Précis - The European Court of Justice (ECJ) has held that a copyright holder’s right to oppose the resale of computer software is lost where it makes a copy of computer software available to a customer for an unlimited period in exchange for a licence fee. This will further strengthen the distribution channel for used software.
In this case, referred to the ECJ by the German Federal Court of Justice, Oracle opposed the resale of its software by German company UsedSoft. Oracle’s challenge was based on the submission that, when licensing downloaded software, Oracle grants its customers non-transferable rights to use the software for an unlimited period. Oracle argued that such rights do not include a right to resell the software.
The Court held that by granting a right for a customer to use computer software for an unlimited period, coupled with the payment of a licence fee, the copyright holder (in this case Oracle) is selling that copy of the software to the customer and exhausting its exclusive distribution right (even if the licence agreement between the parties prohibits any further distribution of the software). Provided that the customer makes its own copies of the software unusable, it is permitted to resell the downloaded software (including any corrections and updates) to a third party.

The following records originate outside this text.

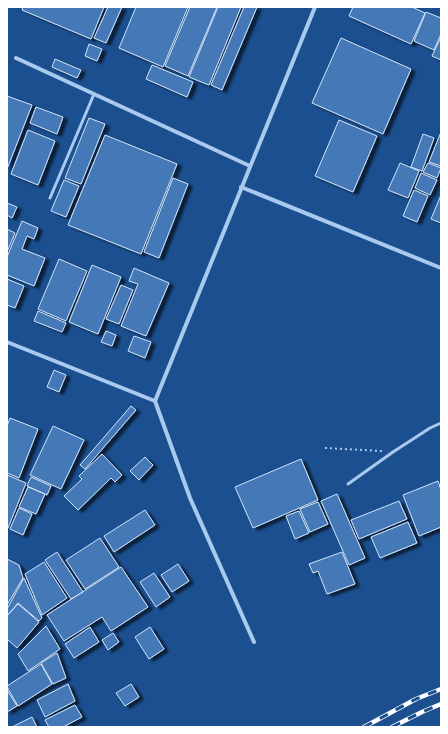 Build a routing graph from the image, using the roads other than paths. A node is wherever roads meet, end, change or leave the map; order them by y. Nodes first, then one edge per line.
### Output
1 (314, 7) edge
2 (16, 58) dead end
3 (94, 94) junction
4 (250, 166) junction
5 (241, 187) junction
6 (50, 198) dead end
7 (441, 268) edge
8 (7, 342) edge
9 (155, 401) junction
10 (441, 423) edge
11 (348, 484) dead end
12 (254, 642) dead end

1 - 4 street
2 - 3 street
3 - 4 street
3 - 6 lane
4 - 5 street
5 - 7 street
5 - 9 street
8 - 9 street
9 - 12 street
10 - 11 lane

In such circumstances, a customer can only resell its entire licence to the software and cannot divide the licence or resell only part of it (e.g. by selling licences on a “per user” basis where the number of users permitted by the licence exceeds the customer’s requirements). A third party who purchases a resold licence has the right to download a copy of the corrected and updated software directly from the copyright holder’s website.
The main consequence of the judgment is that is that it clarifies that the “exhaustion of distribution right” principle, contained in the European Directive on the Legal Protection of Computer Programs, will apply both to downloaded software and software attached to tangible media. The ruling also extended to CDs and DVD ROMs as well as downloads, so it is of relevance to video games makers too.

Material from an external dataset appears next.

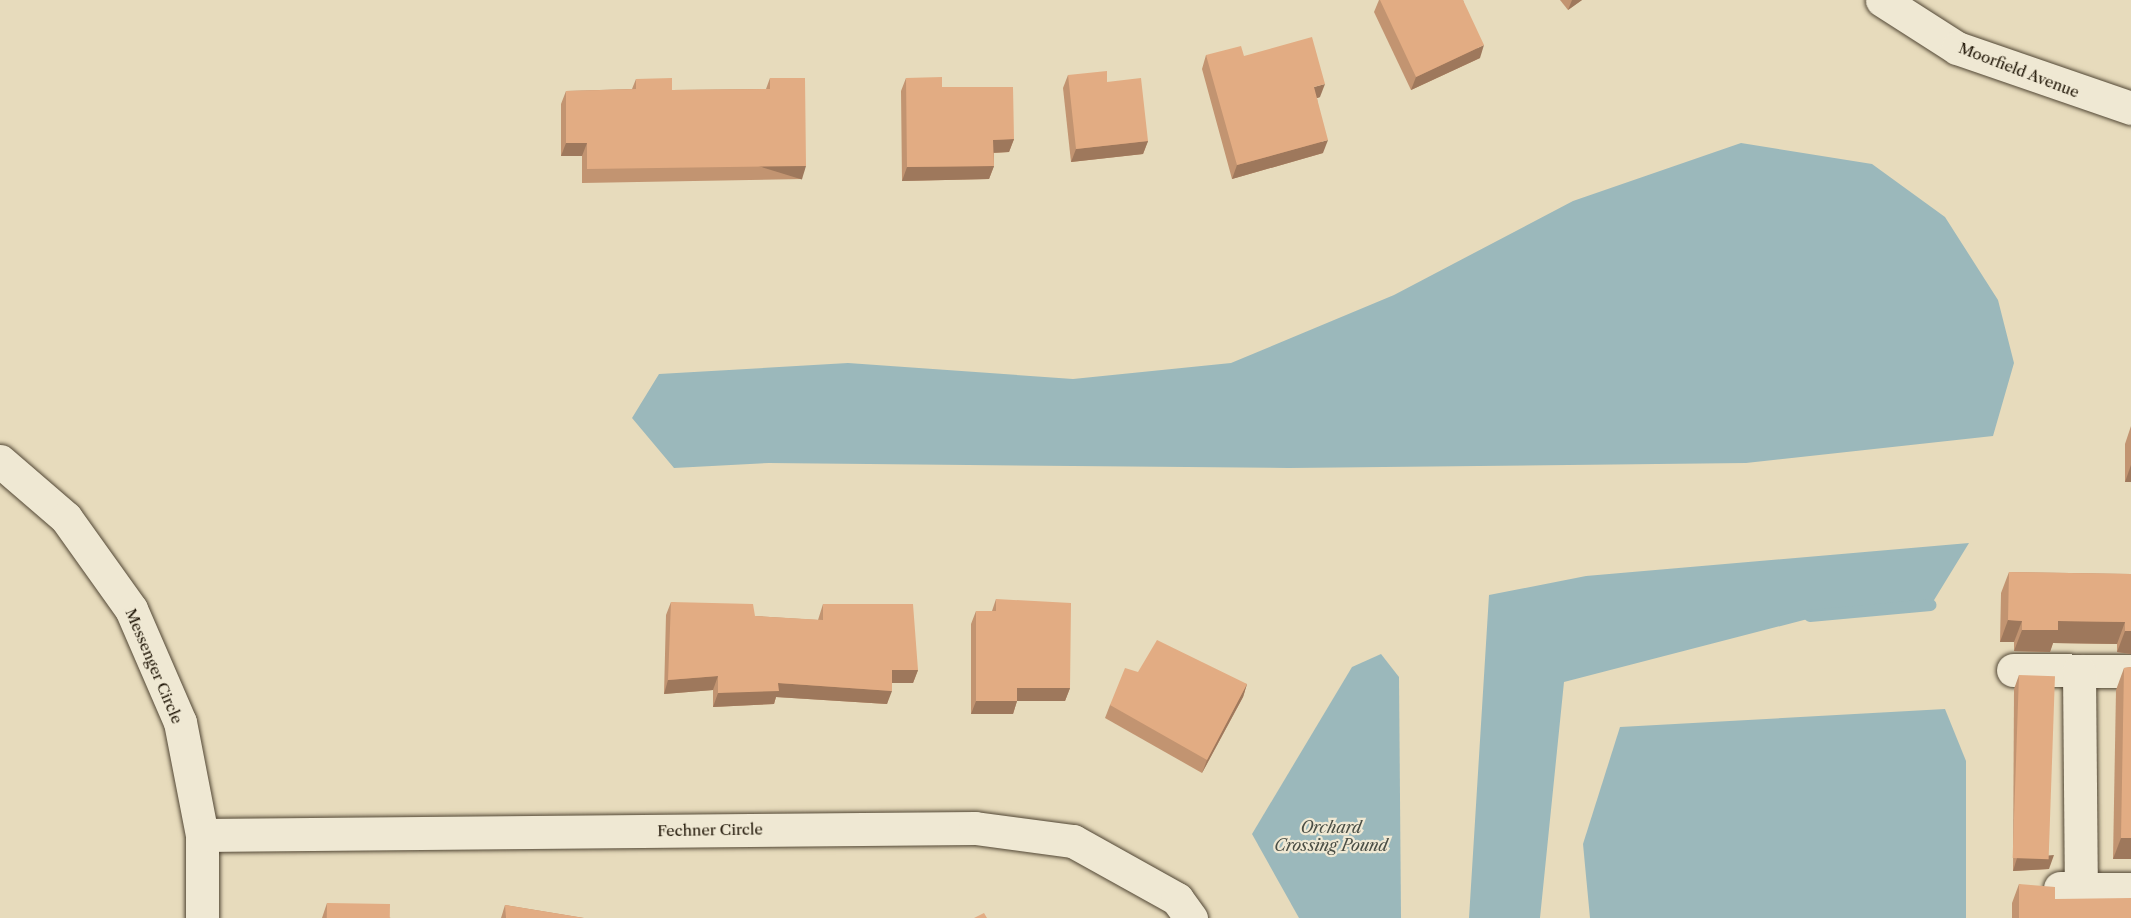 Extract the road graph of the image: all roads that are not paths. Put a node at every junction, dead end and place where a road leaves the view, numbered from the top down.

One outcome following the ECJ’s judgement is likely to be a steady increase in the number of software licence resellers within Europe (its coverage is in relation to the EU), so expect more channel growth. Over time, first generation software licences may also become more expensive as software houses seek to realise their share of their software’s resale value – although, we would not expect to see a knee-jerk reaction in the short term. Following this judgement, some businesses may be more confident in generating additional income by reselling software that no longer fulfils a business use whilst others look to acquire software licences at a discounted price.